## WHAT THE EXERCISE ASKS
Once you find the line with "middle mcp: (54, 171)", copy it and every line after it through the end of the entries below, exactly as written.

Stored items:
___
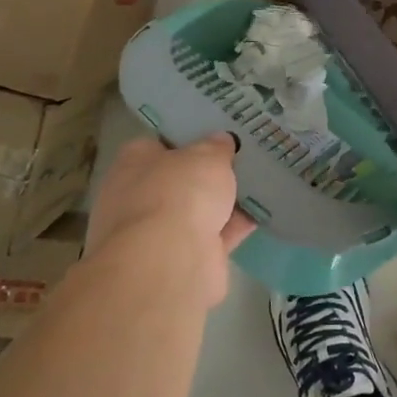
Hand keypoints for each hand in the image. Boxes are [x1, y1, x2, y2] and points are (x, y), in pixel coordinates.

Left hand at [88, 135, 252, 304]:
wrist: (169, 263)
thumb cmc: (179, 193)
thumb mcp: (206, 155)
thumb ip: (216, 147)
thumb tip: (221, 141)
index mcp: (133, 165)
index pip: (158, 144)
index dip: (187, 138)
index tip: (215, 133)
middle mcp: (138, 199)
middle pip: (179, 179)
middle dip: (207, 174)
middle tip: (242, 157)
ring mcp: (157, 234)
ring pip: (197, 210)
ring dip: (224, 202)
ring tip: (261, 181)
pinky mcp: (181, 261)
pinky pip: (214, 236)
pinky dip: (235, 226)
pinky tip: (264, 212)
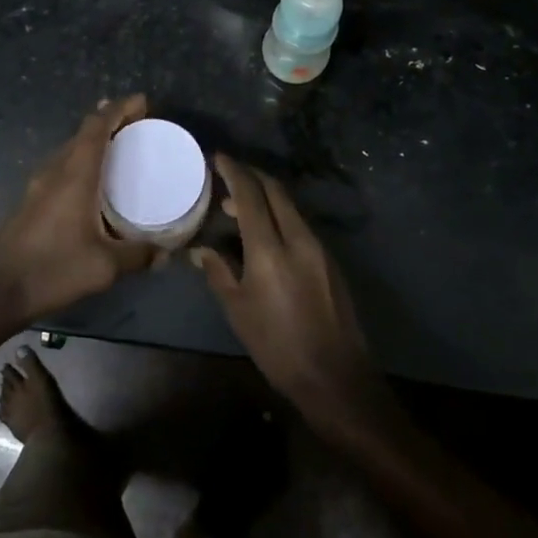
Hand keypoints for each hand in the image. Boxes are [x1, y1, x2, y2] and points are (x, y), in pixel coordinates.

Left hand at [0, 95, 156, 330]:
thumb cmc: (52, 270)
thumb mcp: (104, 267)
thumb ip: (138, 255)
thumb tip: (165, 252)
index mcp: (74, 175)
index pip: (97, 126)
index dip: (119, 109)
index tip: (142, 102)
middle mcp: (54, 171)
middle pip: (83, 132)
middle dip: (109, 120)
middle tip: (137, 123)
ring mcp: (38, 185)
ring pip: (69, 148)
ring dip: (93, 140)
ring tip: (117, 145)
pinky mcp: (30, 200)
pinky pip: (61, 166)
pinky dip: (81, 159)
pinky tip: (90, 181)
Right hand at [192, 156, 384, 427]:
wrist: (336, 378)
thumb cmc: (277, 347)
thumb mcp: (238, 311)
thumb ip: (219, 272)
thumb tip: (201, 250)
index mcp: (270, 249)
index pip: (249, 195)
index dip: (233, 172)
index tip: (218, 158)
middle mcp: (298, 238)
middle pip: (275, 191)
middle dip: (251, 176)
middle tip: (228, 175)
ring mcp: (319, 248)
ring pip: (290, 207)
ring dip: (265, 197)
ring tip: (238, 209)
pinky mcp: (330, 261)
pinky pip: (300, 225)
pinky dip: (280, 217)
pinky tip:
___
## SOLUTION FOR THIS EXERCISE
middle mcp: (54, 171)
middle pip: (83, 132)
middle dip: (109, 120)
middle tip: (137, 123)
ring mcp: (38, 185)
ring pip: (69, 148)
ring dip: (93, 140)
ring tip: (117, 145)
pinky mcp: (30, 200)
pinky pip: (61, 166)
pinky dip: (81, 159)
pinky tip: (90, 181)
Right hand at [192, 156, 384, 427]:
wrist: (336, 378)
thumb cmc: (277, 347)
thumb mcp: (238, 311)
thumb ip: (219, 272)
thumb tip: (201, 250)
index mcp: (270, 249)
index pip: (249, 195)
index dip: (233, 172)
index tip: (218, 158)
middle mcp: (298, 238)
middle pip: (275, 191)
middle dip: (251, 176)
middle tip: (228, 175)
ring mcp: (319, 248)
ring pip: (290, 207)
ring dip: (265, 197)
ring tip: (238, 209)
pinky mcp: (330, 261)
pinky pip: (300, 225)
pinky dip: (280, 217)
pinky tip:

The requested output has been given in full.